Hi @msuruzhon, I am trying to parallelize a REMD simulation across multiple GPU as well and I came across your issue. I tried to use mpirun, but I feel like it was running the same job multiple times because it produced multiple *.nc files with different energies (each *.nc file contains the number of replicas I specified). I wonder how do you tell if the job is successfully distributing replicas to different GPUs and what kind of output does it produce? Thank you so much!
Hi @xiaowei-xie2 did you use something along the lines of what I shared in my second post with gpu_bind.sh
? As for testing it, the easiest way is to run it in the background and then executing nvidia-smi
in the foreground, which gives you snapshot loads of each GPU, so that it's quite obvious when you are only utilising one.
Hi @msuruzhon Thank you for the response!
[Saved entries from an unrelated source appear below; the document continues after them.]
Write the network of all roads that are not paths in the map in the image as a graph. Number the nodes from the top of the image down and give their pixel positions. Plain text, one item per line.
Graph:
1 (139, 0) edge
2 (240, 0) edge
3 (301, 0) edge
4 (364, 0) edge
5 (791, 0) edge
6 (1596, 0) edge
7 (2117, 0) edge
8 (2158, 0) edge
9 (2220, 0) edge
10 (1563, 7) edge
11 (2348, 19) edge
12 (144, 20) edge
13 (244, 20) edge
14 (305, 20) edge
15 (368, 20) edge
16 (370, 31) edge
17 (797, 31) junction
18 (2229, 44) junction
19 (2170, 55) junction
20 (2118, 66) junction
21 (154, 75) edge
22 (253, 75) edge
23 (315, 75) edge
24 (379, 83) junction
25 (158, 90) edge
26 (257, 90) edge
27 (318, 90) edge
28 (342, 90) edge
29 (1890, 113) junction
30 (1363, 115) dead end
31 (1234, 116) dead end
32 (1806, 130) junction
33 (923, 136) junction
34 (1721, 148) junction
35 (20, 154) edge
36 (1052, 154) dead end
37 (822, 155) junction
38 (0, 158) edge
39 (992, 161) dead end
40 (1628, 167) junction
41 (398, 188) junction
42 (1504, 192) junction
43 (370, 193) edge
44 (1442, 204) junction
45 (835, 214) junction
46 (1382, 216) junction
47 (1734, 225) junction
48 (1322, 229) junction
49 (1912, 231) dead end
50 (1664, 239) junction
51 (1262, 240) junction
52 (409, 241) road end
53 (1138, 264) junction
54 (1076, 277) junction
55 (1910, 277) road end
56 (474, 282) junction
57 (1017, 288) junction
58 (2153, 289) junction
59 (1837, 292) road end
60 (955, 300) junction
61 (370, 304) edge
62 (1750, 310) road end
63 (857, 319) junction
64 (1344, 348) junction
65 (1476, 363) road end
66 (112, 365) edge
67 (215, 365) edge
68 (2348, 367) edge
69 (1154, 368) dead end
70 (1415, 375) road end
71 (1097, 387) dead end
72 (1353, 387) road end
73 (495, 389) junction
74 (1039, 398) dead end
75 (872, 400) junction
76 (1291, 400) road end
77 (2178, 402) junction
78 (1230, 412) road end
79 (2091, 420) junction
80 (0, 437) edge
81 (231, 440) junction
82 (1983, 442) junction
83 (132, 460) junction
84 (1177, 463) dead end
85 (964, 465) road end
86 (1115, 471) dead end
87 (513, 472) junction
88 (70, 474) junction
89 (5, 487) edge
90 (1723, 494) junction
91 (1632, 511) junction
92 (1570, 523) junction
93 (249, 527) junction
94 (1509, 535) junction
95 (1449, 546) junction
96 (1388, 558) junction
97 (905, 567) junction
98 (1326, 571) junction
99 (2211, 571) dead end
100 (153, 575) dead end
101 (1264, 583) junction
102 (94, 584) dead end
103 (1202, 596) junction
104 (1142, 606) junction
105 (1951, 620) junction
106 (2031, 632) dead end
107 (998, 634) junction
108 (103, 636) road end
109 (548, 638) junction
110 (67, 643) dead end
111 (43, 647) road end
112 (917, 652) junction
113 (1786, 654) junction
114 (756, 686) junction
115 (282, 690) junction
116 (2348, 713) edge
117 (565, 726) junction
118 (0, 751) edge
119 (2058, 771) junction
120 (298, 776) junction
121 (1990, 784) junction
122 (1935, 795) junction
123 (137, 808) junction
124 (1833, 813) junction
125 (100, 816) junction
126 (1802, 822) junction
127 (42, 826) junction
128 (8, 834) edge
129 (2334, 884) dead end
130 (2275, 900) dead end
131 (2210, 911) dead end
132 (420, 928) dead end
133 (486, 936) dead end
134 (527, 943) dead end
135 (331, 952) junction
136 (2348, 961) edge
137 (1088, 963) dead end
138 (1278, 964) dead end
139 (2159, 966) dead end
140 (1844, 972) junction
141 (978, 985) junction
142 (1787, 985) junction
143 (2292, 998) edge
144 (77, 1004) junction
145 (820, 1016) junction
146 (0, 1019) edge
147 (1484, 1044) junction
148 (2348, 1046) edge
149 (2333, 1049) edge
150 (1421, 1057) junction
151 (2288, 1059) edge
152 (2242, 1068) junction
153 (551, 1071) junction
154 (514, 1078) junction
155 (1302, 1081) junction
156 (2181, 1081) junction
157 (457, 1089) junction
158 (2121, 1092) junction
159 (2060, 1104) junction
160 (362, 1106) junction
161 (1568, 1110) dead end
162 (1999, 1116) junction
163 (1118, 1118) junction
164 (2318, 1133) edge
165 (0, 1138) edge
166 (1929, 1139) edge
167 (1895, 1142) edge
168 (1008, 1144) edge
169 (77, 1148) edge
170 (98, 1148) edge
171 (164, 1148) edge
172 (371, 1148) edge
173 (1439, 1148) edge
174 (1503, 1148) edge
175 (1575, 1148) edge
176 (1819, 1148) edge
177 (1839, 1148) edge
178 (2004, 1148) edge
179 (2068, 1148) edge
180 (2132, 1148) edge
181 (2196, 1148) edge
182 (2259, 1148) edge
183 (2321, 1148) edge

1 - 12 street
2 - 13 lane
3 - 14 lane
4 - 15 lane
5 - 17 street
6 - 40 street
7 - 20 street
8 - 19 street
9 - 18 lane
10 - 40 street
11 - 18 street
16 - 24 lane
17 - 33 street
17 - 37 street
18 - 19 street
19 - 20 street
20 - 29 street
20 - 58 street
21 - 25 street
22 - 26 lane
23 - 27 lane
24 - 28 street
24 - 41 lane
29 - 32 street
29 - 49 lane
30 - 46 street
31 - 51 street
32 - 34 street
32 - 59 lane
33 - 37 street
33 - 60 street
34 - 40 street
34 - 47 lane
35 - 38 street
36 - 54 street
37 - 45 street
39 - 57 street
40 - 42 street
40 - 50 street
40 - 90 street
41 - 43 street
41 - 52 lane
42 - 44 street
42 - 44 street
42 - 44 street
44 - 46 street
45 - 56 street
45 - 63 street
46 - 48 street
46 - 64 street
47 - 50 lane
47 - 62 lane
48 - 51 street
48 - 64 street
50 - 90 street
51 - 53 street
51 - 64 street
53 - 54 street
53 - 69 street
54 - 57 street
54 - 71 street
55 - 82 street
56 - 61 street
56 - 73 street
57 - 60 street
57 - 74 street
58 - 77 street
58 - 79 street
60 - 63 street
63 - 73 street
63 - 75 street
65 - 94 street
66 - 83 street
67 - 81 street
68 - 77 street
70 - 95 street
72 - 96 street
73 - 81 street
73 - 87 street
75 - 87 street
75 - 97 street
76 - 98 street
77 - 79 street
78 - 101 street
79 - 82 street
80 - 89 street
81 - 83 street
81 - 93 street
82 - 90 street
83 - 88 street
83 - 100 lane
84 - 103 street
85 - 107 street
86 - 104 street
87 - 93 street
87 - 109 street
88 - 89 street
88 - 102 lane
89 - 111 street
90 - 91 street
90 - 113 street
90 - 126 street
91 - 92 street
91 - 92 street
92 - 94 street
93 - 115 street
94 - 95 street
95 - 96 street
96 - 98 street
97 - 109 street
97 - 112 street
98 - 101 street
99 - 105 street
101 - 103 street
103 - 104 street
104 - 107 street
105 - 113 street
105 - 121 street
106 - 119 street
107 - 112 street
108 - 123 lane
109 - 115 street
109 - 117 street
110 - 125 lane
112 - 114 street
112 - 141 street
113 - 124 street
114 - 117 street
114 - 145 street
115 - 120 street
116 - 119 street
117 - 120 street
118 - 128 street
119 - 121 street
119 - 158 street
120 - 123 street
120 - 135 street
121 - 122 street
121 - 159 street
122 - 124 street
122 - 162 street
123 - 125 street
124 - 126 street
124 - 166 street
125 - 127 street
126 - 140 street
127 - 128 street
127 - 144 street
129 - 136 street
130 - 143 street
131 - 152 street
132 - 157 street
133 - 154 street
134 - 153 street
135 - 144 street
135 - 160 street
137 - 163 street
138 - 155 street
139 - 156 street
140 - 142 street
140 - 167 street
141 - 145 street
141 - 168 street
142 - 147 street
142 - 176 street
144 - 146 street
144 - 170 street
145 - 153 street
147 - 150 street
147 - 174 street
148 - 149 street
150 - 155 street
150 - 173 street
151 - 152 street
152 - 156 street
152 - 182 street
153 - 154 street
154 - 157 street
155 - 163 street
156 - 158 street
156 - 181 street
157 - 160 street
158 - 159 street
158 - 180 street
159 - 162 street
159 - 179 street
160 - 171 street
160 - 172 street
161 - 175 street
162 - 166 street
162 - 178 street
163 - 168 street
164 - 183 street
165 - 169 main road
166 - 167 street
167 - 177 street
I think I was able to get it work by specifying a configfile like the following with mpiexec.hydra
. It was using both GPUs when I do nvidia-smi
and it only produces one *.nc file now (I don't remember what I did before to produce multiple *.nc files). But I only see ~10% speed up using 2 GPUs compared to 1. I know it probably depends on the system and force field, but I wonder did you see a lot speed up by parallelizing across multi-GPUs? I was using a ML force field and I was hoping to see a 2x speed-up.
np 1 -env CUDA_VISIBLE_DEVICES 0 python test.py :
-np 1 -env CUDA_VISIBLE_DEVICES 1 python test.py
Hi @xiaowei-xie2, from what I remember the speedup was satisfactory for a classical force field, but I don't have exact numbers. Your slowdown could be related to having an ML model, I think it might be worth creating a separate issue (I don't know how much the REMD implementation has been tested for this case).
Hi @msuruzhon, thank you for the information! I think my second GPU was not so good. I tried on another cluster and I am getting 1.4x speed up using 2 GPU vs 1 GPU and 2.5x speed up using 4 GPU vs 1 GPU, which I guess could be reasonable. I will experiment more and see if I need to another issue.